Блондин помолчал, а потом хмыкнул.
— Выходит, я типа ничего интересного тотально не пропущу, — он сжал ладонь Байльшмидта в своих. — Ты только очень аккуратно, хорошо? Не поддавайся этим призрачным закидонам. Меня рядом не будет и никто вовремя тебя растормошить не сможет. Я же знаю, ты сильный. Ты сможешь выстоять против всех. И живых и типа не очень.
Гилберт погладил его руки.
— Самое интересно предстоит тебе. Молись за меня. Я хоть и не особо рьяный христианин, но ты-то веришь истинно, это должно помочь.

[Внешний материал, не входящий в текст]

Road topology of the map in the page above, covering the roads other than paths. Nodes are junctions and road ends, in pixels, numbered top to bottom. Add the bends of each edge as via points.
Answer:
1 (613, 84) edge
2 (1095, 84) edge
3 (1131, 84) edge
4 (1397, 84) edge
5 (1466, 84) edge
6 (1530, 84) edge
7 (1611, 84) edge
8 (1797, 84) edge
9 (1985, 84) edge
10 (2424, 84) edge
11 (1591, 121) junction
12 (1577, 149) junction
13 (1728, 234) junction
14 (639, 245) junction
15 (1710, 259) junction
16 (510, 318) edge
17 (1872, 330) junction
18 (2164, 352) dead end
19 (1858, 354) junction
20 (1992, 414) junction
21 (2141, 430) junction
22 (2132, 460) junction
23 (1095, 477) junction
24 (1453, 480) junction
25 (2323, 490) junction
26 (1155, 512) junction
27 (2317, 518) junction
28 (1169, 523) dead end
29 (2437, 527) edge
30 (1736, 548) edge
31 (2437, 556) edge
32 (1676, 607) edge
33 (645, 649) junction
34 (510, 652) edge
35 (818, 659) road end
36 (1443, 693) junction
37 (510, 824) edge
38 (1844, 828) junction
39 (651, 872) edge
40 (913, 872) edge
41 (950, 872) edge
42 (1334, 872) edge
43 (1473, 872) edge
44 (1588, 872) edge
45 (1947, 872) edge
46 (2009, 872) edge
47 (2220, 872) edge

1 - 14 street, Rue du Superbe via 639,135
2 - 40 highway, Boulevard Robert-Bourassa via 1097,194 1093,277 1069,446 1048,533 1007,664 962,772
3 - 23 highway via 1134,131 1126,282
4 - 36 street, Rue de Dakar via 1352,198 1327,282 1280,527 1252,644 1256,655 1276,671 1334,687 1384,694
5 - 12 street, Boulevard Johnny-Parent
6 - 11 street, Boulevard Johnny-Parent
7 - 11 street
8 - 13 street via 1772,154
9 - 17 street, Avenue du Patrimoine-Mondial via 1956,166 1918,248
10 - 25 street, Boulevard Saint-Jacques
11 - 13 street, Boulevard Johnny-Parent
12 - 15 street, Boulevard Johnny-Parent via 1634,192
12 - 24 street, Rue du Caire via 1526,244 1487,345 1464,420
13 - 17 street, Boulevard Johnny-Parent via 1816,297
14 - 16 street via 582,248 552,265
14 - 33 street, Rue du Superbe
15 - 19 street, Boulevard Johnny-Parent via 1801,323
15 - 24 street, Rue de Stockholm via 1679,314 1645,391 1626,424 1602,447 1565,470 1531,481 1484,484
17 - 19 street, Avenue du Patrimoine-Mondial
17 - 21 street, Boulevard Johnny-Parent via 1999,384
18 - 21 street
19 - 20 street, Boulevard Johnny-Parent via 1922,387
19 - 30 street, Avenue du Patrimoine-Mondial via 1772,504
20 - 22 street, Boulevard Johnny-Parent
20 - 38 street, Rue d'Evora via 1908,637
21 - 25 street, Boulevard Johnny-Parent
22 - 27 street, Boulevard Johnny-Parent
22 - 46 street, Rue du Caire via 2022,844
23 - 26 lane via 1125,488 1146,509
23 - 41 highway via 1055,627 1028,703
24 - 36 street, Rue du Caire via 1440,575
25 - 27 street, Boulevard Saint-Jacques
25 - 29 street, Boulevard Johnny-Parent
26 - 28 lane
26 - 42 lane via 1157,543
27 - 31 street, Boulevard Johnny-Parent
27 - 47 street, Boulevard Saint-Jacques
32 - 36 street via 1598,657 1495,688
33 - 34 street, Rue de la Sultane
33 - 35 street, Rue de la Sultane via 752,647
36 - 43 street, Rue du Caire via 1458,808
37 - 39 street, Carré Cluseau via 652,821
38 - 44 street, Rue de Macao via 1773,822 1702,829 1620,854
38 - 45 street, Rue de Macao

— Я тотально истинно верю в тебя, — Лукашевич улыбнулся. — И это тотально поможет.
Он забрал книжку и положил на стол. Это движение заставило маленький комок на голове Феликса встрепенуться.
— Извини, разбудил, — блондин, извиняясь, погладил Пруберда. — Гил, а ты мне их на ночевку оставишь или с собой заберешь?
— А ты хочешь, что б оставил? — альбинос посмотрел на дрыхнувшего кота.
— Мне все равно. Я типа спрашиваю у тебя типа, чтобы тебе не скучно или не страшно было, — блондин проследил за его взглядом. — Сильвестра можешь не будить. Он сам к кому захочет придет. А Пруберд тотально сквозь стены летать не умеет.
— Неее, Пруша тебя будить не станет, а вот мои соседи могут не понять. — Гилберт посмотрел на уснувшего кенара. — Пусть спит. Ты звони если что. Брошу все и приеду.
— Тотально верю, — Феликс улыбнулся.
— Шли фотки с улыбками и никакие кракозябры меня не тронут, убегут! — Гил поцеловал его в лоб. — Воды принести тебе?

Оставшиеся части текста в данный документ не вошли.